| What you should do |
Set down exactly, from the records below, the line with "ctx.set_miter_limit(4)" through the line with "ctx.restore()", and nothing else.

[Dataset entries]
===============

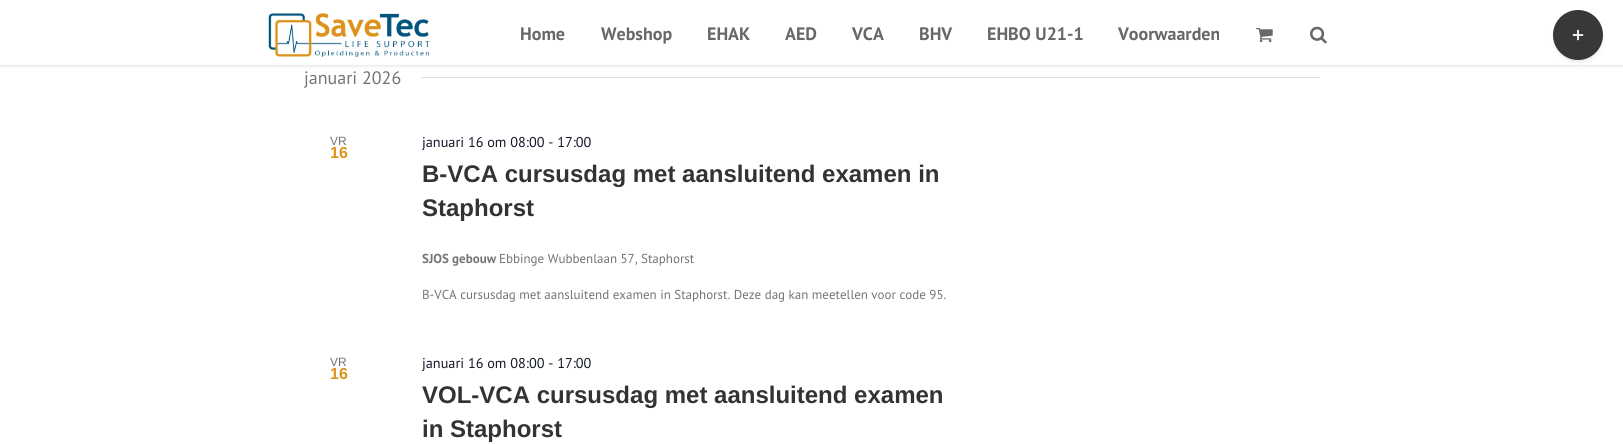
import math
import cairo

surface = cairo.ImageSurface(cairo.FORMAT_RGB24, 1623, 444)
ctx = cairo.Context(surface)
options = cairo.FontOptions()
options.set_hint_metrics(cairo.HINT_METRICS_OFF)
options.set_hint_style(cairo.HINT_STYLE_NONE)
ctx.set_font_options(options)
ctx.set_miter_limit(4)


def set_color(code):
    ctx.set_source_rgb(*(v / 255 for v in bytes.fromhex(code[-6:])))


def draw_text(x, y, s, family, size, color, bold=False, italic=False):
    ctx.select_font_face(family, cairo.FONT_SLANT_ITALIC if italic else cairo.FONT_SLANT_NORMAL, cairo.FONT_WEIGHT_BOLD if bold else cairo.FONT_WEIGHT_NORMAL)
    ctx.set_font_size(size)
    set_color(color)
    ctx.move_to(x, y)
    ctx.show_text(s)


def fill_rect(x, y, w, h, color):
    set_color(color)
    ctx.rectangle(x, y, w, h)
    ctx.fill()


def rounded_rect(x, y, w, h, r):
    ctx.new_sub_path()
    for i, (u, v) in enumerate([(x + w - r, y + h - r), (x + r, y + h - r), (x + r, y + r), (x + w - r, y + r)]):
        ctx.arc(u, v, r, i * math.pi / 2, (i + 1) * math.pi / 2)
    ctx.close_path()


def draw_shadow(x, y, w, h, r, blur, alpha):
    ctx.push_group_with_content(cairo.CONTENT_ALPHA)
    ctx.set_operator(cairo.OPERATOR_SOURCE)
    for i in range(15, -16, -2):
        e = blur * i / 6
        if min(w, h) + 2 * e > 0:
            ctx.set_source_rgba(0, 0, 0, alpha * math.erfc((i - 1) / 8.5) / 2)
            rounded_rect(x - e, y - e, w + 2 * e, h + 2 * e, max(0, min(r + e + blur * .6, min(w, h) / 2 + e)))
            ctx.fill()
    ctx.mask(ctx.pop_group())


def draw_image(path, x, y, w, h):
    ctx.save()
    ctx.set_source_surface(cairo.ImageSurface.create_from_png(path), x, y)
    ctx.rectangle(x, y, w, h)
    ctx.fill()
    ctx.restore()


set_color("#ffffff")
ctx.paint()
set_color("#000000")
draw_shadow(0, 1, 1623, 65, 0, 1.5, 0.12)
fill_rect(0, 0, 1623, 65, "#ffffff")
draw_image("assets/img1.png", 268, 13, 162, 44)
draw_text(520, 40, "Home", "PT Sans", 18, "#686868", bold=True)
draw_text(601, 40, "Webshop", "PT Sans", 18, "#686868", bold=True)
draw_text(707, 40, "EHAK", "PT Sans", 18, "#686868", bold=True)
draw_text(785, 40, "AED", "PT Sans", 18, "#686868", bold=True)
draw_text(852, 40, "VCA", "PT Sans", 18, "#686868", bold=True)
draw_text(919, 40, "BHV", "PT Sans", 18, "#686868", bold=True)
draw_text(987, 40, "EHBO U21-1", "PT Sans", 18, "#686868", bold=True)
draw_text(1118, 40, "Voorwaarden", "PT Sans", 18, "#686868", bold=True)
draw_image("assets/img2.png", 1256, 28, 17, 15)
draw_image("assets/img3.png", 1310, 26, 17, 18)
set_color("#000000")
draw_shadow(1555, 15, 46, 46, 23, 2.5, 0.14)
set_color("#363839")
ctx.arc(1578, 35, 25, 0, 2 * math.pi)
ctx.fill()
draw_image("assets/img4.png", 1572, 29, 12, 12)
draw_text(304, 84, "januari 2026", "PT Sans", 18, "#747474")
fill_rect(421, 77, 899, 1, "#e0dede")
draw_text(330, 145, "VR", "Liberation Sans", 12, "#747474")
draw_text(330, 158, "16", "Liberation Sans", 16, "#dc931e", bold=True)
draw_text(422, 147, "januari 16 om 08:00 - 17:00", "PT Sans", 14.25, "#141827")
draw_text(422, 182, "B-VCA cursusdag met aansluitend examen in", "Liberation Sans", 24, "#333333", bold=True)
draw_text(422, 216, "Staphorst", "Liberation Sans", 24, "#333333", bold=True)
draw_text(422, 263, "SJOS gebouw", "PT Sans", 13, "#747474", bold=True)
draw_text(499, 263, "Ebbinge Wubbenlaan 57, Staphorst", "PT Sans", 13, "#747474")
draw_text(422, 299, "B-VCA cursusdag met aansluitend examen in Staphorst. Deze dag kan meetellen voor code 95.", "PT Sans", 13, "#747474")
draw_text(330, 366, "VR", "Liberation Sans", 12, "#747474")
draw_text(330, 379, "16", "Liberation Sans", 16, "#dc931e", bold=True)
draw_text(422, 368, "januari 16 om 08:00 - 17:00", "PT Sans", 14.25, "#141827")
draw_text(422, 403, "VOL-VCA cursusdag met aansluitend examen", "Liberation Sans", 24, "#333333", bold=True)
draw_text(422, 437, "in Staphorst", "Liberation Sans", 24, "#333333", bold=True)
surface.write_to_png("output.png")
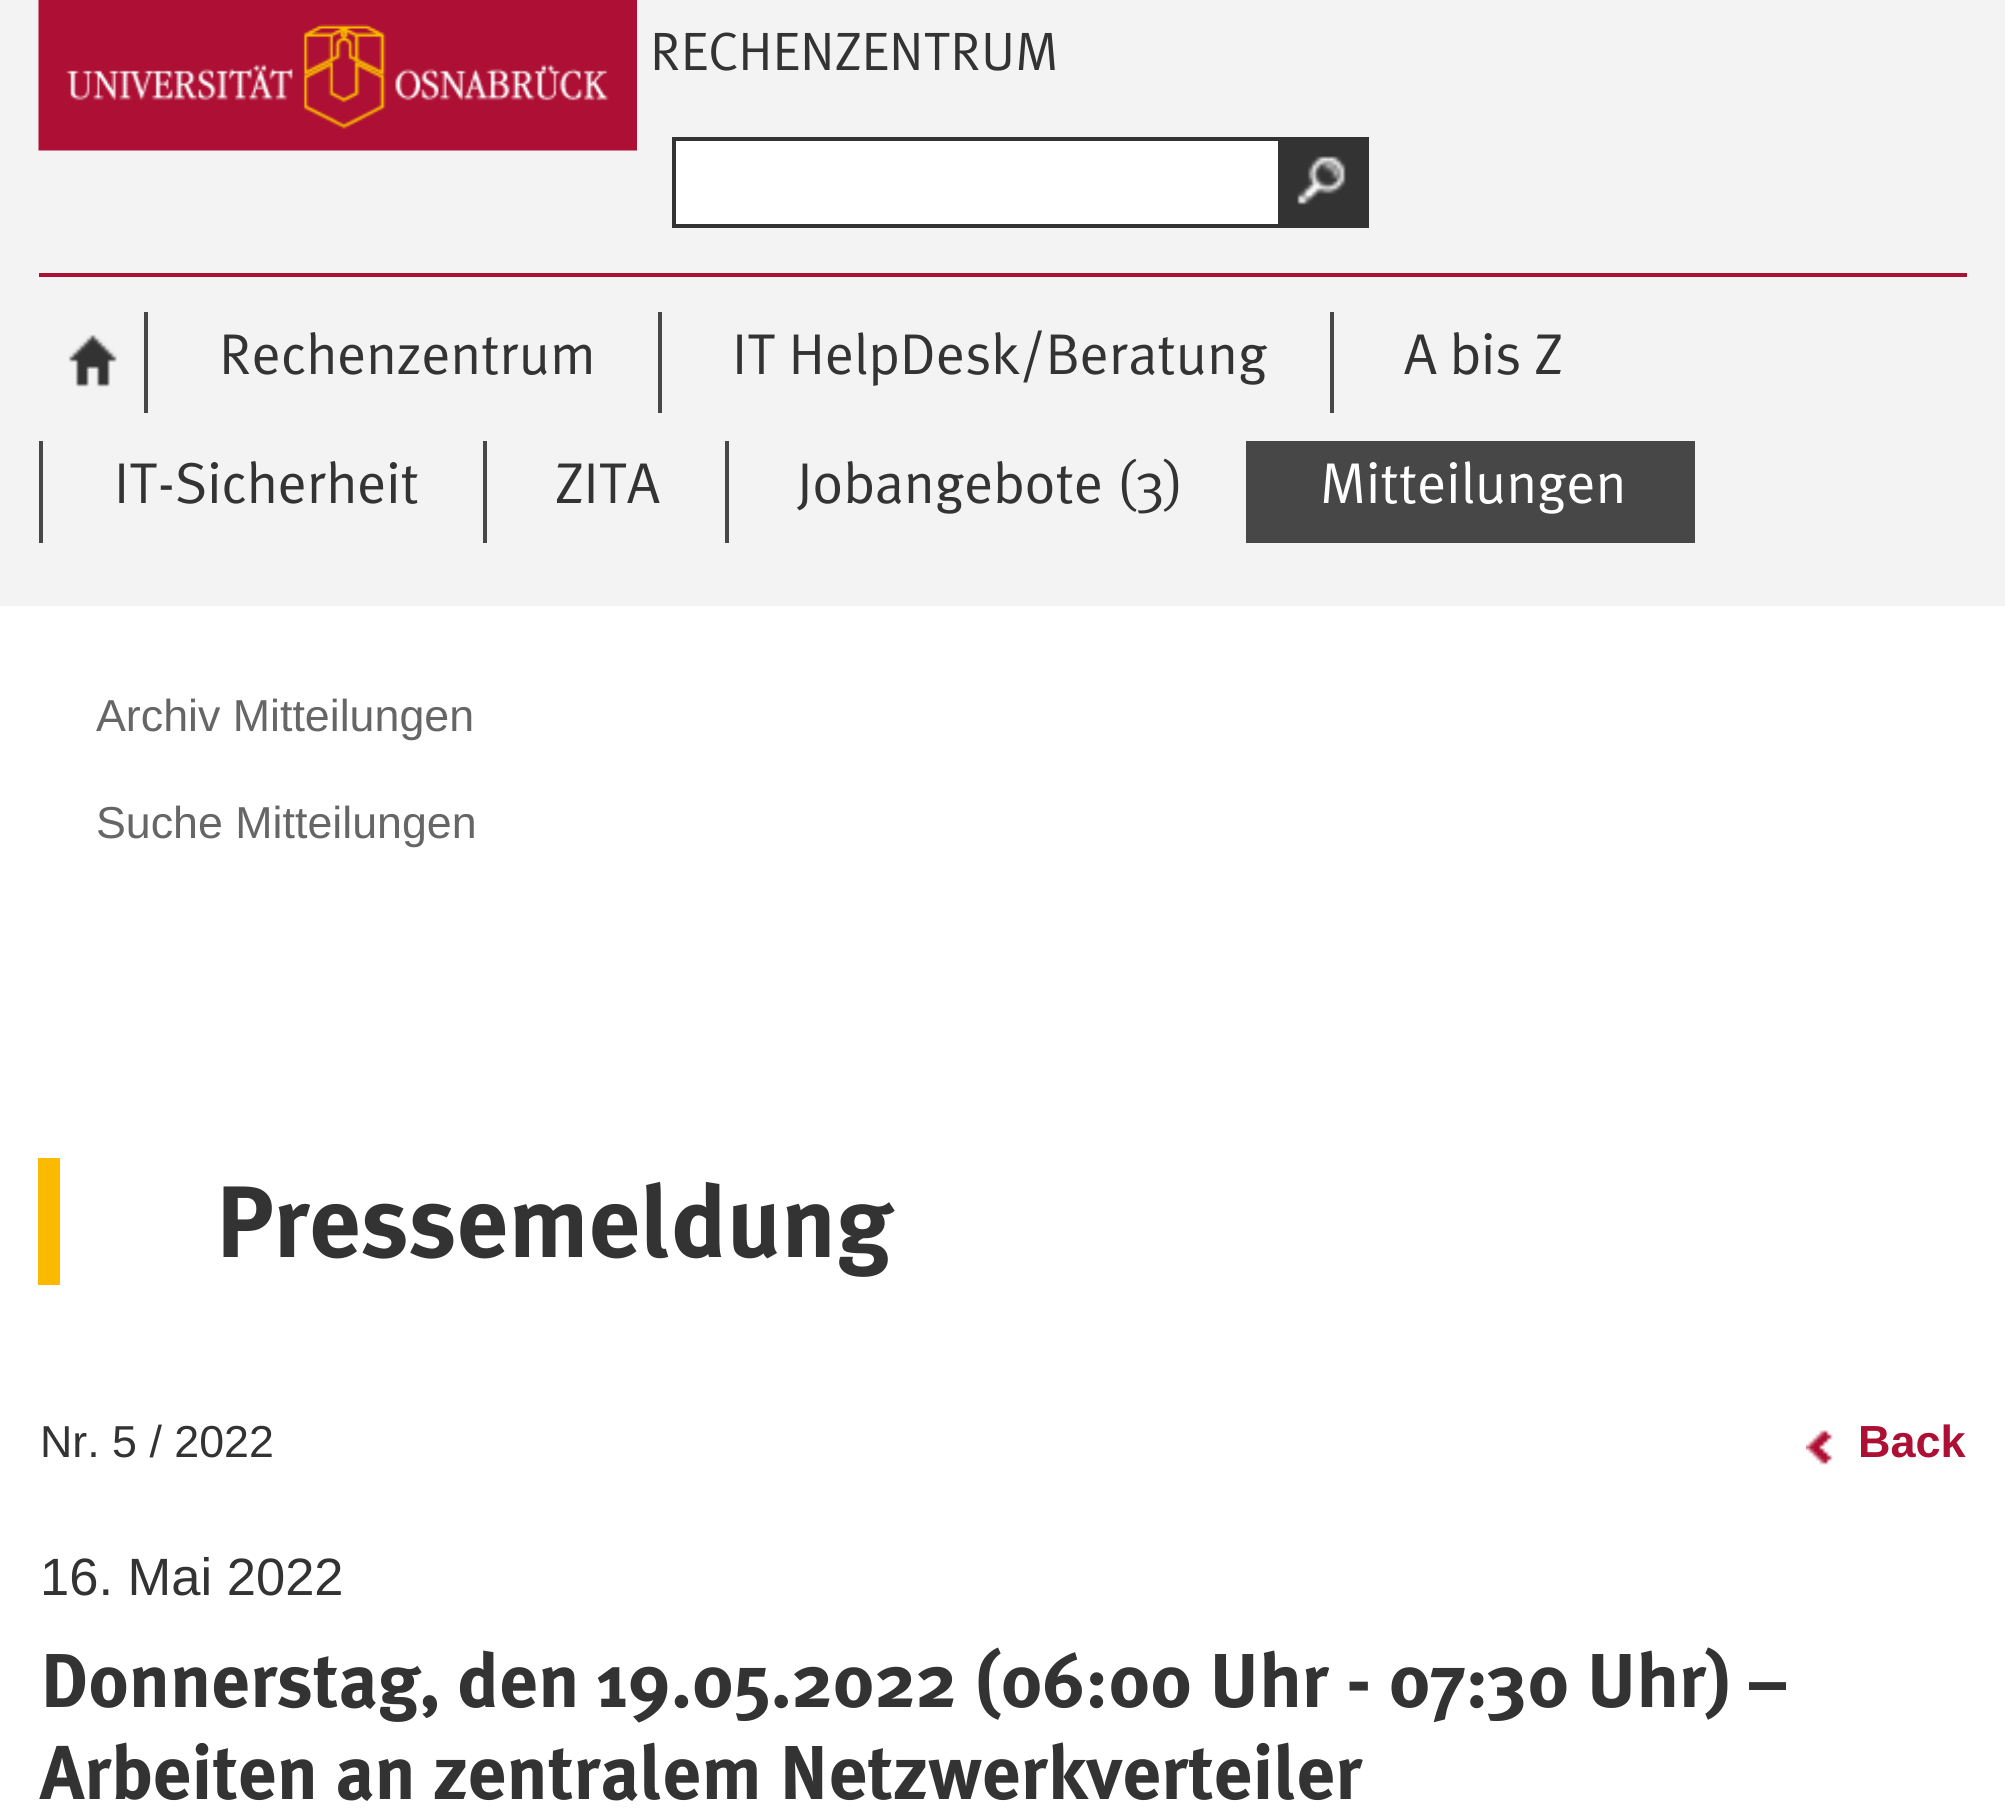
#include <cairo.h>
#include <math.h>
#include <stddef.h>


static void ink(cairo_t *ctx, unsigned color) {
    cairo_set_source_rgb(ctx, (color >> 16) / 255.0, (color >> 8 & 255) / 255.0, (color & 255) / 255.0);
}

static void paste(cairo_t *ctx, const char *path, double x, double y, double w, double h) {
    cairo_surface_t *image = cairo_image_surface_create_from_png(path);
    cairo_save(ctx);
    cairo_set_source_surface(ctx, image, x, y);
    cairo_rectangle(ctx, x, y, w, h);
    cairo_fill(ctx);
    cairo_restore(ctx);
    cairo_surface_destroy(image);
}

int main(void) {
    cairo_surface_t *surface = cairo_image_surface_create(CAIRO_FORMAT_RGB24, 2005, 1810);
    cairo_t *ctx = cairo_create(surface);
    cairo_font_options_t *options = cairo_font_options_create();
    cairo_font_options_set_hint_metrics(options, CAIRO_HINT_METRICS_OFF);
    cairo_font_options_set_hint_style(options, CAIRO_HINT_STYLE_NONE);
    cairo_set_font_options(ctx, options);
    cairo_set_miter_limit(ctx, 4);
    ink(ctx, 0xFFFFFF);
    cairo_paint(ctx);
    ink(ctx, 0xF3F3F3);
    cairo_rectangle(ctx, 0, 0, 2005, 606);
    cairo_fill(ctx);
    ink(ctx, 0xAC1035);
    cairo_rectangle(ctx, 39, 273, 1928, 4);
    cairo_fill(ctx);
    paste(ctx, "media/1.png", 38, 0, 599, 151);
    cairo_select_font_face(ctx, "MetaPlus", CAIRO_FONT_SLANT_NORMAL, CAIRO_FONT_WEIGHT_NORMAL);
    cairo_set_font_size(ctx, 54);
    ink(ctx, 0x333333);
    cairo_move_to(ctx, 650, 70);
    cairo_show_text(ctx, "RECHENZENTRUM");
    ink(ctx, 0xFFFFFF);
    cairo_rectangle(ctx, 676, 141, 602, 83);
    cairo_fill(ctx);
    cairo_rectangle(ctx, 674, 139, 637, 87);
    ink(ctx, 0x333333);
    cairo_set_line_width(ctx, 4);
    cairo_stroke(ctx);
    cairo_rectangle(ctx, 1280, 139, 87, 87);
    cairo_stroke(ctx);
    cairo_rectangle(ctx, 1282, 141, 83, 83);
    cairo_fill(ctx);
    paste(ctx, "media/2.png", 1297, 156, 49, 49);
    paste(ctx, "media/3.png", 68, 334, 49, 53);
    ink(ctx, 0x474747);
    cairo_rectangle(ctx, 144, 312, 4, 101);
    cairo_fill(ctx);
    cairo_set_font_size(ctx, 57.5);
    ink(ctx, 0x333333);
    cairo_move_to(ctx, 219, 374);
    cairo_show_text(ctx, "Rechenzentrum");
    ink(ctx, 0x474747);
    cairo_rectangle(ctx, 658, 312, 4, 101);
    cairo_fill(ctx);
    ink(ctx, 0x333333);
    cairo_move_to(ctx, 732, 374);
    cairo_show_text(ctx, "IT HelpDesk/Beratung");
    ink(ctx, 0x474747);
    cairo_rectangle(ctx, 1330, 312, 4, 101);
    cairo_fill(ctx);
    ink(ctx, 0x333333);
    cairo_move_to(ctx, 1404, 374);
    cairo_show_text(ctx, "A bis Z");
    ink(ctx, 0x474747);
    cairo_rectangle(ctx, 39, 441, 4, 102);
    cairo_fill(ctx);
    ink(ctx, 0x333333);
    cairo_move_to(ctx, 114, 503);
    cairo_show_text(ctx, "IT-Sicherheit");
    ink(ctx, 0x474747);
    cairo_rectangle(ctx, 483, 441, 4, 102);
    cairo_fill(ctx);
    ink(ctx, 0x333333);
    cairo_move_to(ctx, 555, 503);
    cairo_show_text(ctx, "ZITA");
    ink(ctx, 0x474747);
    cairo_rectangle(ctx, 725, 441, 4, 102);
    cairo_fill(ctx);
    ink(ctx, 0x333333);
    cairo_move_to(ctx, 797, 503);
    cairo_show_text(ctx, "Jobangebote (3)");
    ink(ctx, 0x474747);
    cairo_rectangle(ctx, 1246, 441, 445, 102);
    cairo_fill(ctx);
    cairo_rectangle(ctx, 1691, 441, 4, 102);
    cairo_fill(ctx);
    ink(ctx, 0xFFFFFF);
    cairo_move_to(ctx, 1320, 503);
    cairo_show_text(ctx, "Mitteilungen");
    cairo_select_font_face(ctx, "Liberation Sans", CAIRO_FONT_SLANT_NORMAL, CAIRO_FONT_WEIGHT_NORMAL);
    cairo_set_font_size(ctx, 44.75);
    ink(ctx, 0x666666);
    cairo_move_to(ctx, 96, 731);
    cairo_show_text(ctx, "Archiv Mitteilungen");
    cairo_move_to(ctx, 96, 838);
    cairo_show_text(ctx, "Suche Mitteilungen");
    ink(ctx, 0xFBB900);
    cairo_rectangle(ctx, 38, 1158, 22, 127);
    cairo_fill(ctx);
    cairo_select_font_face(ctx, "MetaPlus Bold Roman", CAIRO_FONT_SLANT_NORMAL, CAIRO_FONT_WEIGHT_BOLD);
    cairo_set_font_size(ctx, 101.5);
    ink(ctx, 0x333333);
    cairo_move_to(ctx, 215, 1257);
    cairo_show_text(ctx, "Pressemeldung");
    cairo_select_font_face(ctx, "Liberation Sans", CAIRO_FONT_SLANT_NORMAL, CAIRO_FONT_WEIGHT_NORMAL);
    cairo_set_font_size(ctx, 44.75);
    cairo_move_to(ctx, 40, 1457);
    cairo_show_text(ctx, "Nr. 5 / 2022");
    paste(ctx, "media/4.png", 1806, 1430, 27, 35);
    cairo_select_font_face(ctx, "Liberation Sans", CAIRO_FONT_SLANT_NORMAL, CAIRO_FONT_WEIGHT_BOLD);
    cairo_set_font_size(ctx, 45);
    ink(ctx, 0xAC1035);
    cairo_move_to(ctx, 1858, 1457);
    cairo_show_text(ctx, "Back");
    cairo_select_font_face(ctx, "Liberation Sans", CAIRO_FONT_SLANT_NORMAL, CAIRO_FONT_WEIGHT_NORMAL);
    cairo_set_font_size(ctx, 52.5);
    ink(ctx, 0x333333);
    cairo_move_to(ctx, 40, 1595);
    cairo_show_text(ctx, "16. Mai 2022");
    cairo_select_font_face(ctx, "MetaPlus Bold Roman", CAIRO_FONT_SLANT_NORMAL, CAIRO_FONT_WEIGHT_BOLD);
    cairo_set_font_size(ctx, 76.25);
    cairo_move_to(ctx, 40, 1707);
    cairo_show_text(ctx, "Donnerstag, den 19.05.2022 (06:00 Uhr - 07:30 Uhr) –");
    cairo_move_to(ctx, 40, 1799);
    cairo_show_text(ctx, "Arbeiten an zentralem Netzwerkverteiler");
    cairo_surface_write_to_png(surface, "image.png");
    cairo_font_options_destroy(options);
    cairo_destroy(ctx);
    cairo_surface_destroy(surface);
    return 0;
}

===============

| Result of this exercise |
ctx.set_miter_limit(4)


def set_color(code):
    ctx.set_source_rgb(*(v / 255 for v in bytes.fromhex(code[-6:])))


def draw_text(x, y, s, family, size, color, bold=False, italic=False):
    ctx.select_font_face(family, cairo.FONT_SLANT_ITALIC if italic else cairo.FONT_SLANT_NORMAL, cairo.FONT_WEIGHT_BOLD if bold else cairo.FONT_WEIGHT_NORMAL)
    ctx.set_font_size(size)
    set_color(color)
    ctx.move_to(x, y)
    ctx.show_text(s)


def fill_rect(x, y, w, h, color):
    set_color(color)
    ctx.rectangle(x, y, w, h)
    ctx.fill()


def rounded_rect(x, y, w, h, r):
    ctx.new_sub_path()
    for i, (u, v) in enumerate([(x + w - r, y + h - r), (x + r, y + h - r), (x + r, y + r), (x + w - r, y + r)]):
        ctx.arc(u, v, r, i * math.pi / 2, (i + 1) * math.pi / 2)
    ctx.close_path()


def draw_shadow(x, y, w, h, r, blur, alpha):
    ctx.push_group_with_content(cairo.CONTENT_ALPHA)
    ctx.set_operator(cairo.OPERATOR_SOURCE)
    for i in range(15, -16, -2):
        e = blur * i / 6
        if min(w, h) + 2 * e > 0:
            ctx.set_source_rgba(0, 0, 0, alpha * math.erfc((i - 1) / 8.5) / 2)
            rounded_rect(x - e, y - e, w + 2 * e, h + 2 * e, max(0, min(r + e + blur * .6, min(w, h) / 2 + e)))
            ctx.fill()
    ctx.mask(ctx.pop_group())


def draw_image(path, x, y, w, h):
    ctx.save()
    ctx.set_source_surface(cairo.ImageSurface.create_from_png(path), x, y)
    ctx.rectangle(x, y, w, h)
    ctx.fill()
    ctx.restore()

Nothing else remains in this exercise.